BEGIN STORED DATA

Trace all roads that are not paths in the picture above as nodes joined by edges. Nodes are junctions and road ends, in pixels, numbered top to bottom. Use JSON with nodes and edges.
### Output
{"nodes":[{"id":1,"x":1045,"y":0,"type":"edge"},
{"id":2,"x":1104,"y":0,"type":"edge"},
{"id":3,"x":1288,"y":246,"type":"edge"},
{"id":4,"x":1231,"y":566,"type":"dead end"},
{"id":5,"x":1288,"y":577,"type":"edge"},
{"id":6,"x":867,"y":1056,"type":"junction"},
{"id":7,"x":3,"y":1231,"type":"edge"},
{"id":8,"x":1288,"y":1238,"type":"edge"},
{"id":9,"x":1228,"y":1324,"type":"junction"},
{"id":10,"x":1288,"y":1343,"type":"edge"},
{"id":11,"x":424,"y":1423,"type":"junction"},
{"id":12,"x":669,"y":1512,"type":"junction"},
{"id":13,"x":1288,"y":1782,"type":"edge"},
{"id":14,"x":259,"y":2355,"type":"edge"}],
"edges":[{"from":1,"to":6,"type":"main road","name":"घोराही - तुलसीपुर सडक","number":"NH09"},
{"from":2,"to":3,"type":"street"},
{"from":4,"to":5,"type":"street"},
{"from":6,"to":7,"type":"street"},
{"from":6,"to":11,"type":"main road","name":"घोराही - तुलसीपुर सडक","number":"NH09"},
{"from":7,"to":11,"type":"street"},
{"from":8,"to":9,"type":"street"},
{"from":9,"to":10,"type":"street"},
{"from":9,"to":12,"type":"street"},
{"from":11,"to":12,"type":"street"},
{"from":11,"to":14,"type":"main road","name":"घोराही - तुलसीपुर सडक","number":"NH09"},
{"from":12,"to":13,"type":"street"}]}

END STORED DATA
BEGIN STORED DATA

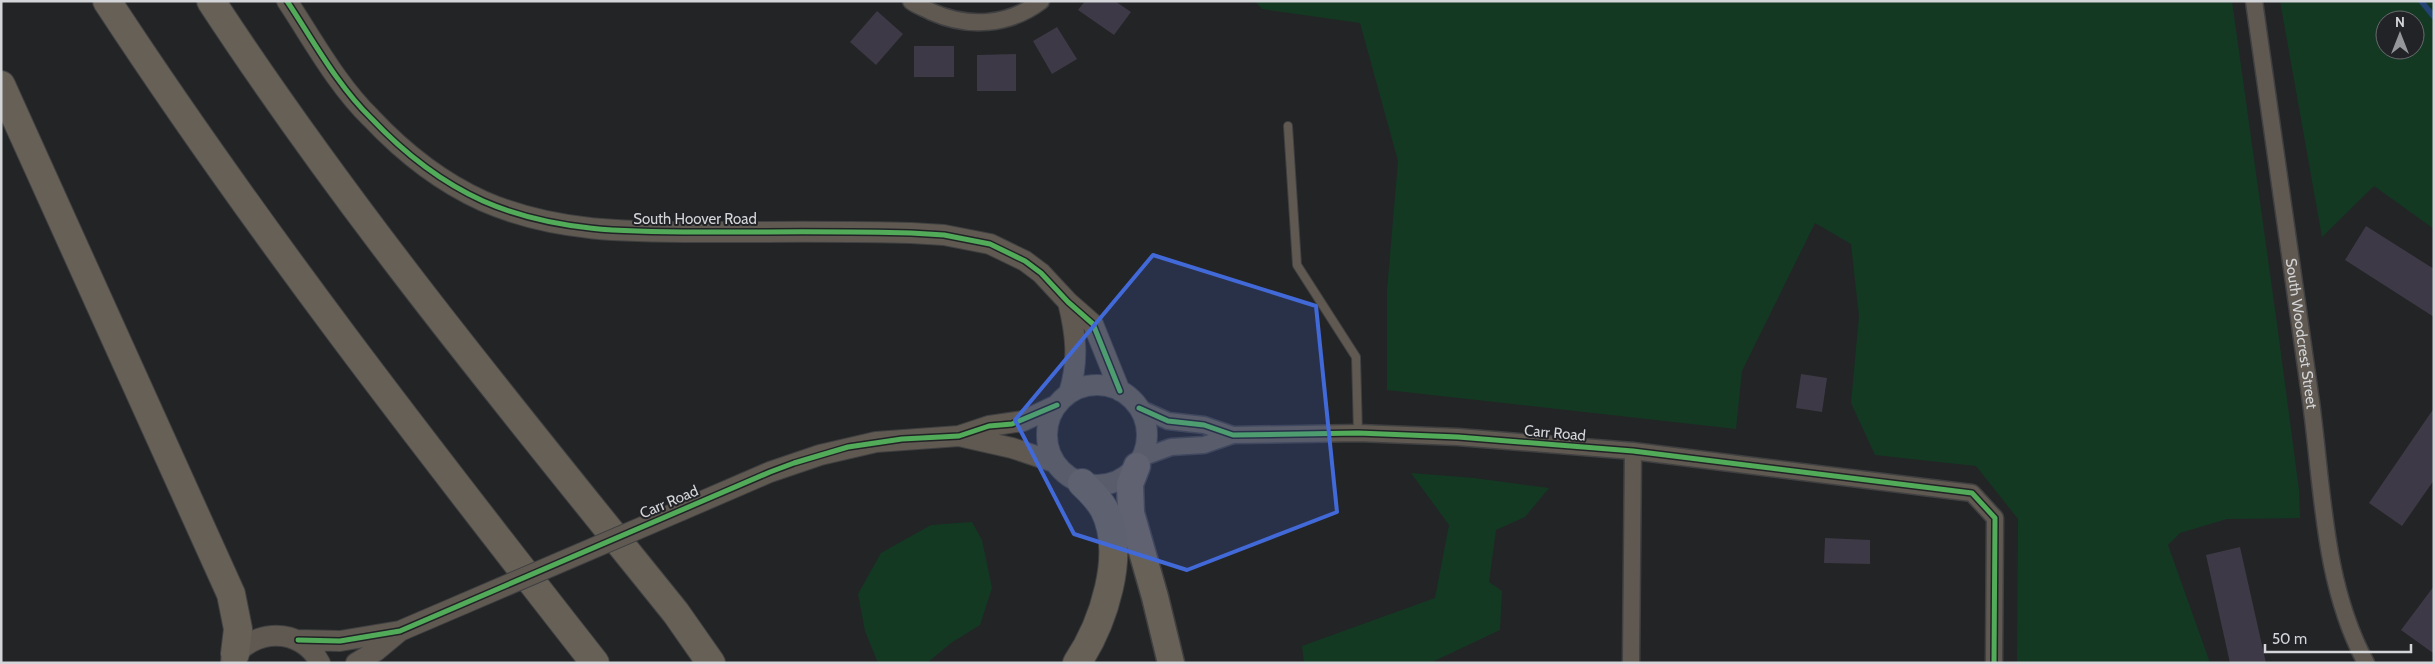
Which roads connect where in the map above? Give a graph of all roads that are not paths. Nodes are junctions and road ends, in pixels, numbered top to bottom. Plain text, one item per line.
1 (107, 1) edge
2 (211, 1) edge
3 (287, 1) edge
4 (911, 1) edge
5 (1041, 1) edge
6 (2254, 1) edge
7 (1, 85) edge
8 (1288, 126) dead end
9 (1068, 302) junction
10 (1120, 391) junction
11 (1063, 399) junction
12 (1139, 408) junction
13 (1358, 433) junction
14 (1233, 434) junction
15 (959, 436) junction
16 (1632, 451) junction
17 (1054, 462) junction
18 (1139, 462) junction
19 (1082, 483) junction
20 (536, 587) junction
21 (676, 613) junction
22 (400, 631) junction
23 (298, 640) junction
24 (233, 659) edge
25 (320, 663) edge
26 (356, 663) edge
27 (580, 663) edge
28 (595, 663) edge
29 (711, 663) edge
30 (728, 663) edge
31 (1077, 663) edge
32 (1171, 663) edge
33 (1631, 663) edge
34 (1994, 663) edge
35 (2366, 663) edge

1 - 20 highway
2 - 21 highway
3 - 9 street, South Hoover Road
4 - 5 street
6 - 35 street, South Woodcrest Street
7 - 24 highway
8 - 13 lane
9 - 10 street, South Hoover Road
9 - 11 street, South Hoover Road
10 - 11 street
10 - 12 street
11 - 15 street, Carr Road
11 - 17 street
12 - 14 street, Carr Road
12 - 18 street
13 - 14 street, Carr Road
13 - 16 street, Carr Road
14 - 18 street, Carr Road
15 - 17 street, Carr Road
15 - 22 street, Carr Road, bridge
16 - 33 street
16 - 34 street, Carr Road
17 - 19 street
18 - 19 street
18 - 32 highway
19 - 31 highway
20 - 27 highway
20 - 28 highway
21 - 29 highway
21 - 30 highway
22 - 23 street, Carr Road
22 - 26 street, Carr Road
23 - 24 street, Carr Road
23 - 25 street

END STORED DATA

In the data above, which lines have "edges"? Report each of them.

Trace all roads that are not paths in the picture above as nodes joined by edges. Nodes are junctions and road ends, in pixels, numbered top to bottom. Use JSON with nodes and edges.
"edges":[{"from":1,"to":6,"type":"main road","name":"घोराही - तुलसीपुर सडक","number":"NH09"},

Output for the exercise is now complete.